Further micro variations occurred at different atmospheric pressures.

Thus, for one answer slot, Bai Ge listed multiple results calibrated to different sonic velocities.

Admittedly, extremely meticulous—excessively so for an exam not expecting multi-variate consideration.

“Though his answer set includes the standard one, he cannot be conventionally trained through intensive exercises.”

Countless practice-test takers wouldn’t invent such eccentric methods or obsessive precision—obsessing beyond the test paper itself seemed overly zealous.

It resembled Bai Ge treating it as a real-world physics dilemma more than an exam query.

Recognizing this, the old invigilator retracted his initial assumption abruptly, suspecting instead a student unfamiliar with contemporary high schooling.

“Is it… that his knowledge base overflows? He solves problems through sheer intellect rather than exam-targeted tactics.”

Observing this revelation, the elderly man stood rooted.

He stationed himself beside Bai Ge, continually observing his problem-solving flow.

His logic brimmed with philosophical elegance, consistently innovating awe-inspiring angles.

His comprehensiveness dazzled; the grandfather felt he witnessed not a student but a seasoned professor dismantling an elementary question from countless perspectives.

Next to Bai Ge’s responses, the questions themselves suddenly seemed childish, lacking depth—the elderly man never imagined such a revelation could strike during decades of exam supervision.

“How come I think this? These are senior high applications—they’re intended for simplicity.”

The grandfather chuckled wryly, admitting he’d never supervised such a dazzling candidate.

Outlooks, knowledge volumes, thinking angles, logic flows—all differed uniquely.

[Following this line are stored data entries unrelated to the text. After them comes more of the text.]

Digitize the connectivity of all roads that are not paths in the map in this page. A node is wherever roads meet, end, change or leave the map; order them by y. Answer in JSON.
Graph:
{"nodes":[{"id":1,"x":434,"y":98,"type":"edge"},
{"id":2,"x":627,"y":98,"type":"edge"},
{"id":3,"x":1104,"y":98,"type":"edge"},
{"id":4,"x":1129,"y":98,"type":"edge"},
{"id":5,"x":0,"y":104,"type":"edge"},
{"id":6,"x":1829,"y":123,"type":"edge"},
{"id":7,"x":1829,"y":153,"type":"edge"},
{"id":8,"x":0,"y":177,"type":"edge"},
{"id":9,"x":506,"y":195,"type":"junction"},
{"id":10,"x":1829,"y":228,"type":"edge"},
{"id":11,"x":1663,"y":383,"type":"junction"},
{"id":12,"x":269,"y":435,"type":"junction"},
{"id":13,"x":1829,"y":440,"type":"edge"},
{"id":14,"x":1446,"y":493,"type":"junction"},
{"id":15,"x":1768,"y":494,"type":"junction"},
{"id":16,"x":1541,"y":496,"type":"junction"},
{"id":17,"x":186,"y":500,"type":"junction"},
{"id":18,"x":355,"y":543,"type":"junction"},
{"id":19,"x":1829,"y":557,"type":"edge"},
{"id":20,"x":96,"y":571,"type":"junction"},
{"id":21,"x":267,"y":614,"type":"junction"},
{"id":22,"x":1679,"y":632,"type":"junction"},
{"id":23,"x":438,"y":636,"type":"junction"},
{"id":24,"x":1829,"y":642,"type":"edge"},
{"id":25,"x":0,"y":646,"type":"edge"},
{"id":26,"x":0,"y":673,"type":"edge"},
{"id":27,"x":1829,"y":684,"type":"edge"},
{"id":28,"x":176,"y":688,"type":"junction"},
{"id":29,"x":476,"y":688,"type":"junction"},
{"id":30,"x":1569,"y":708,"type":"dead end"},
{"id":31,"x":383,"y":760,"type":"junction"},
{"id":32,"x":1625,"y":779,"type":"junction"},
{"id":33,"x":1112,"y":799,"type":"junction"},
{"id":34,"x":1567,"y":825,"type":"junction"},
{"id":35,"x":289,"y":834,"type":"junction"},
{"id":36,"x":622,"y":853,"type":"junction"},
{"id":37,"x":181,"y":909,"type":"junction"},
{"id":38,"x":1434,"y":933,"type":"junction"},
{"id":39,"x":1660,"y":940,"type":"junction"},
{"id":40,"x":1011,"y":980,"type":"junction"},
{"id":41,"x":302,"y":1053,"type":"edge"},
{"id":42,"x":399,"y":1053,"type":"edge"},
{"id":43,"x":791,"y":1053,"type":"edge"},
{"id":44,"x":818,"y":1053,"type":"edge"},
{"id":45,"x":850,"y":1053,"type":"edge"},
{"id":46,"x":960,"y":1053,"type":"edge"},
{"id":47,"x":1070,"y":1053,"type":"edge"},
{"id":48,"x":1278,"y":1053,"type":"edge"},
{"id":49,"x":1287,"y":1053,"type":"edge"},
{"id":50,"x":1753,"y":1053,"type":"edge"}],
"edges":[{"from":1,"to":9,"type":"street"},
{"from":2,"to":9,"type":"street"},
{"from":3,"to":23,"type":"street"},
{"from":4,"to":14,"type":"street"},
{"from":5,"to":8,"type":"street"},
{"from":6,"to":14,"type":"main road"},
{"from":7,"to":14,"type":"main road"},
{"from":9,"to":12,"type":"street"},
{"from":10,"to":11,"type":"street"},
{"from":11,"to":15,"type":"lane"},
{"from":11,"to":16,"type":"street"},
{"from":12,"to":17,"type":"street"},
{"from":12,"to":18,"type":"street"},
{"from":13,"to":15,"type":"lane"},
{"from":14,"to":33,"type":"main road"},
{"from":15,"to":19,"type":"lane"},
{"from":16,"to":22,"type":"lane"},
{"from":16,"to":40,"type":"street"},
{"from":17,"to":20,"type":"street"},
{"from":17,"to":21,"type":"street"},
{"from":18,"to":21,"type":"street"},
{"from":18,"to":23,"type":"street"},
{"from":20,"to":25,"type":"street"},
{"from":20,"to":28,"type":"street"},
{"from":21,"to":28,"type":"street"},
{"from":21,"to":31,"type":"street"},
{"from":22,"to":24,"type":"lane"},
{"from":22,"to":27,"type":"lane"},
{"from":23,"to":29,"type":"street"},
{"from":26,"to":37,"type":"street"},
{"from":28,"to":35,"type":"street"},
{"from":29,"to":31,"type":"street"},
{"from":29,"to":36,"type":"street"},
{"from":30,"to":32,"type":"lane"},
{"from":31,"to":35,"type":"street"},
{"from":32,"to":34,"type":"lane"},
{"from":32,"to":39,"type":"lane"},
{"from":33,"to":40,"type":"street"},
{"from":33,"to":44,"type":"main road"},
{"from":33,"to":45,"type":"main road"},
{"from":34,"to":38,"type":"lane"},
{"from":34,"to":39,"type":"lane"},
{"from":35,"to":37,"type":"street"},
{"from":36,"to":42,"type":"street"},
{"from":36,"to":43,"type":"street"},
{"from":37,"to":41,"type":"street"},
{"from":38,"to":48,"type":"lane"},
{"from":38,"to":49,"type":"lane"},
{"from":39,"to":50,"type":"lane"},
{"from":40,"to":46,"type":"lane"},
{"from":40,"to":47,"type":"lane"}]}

Could this truly be a high schooler?

Compared to exercise-obsessed memorization machines, this youth clearly sat higher—possessing a distinctive analytical lens liberated from textbook constraints or standardized frameworks.

The elder even suspected this boy rarely encountered similar questions.

This was brute-force intellectual conquest!

“He provides too many answers. Though the standard one is among them, a careless grader could mark him wrong.”

“Unacceptable. I must report this. This student transcends conventional thinking—that deserves recognition.”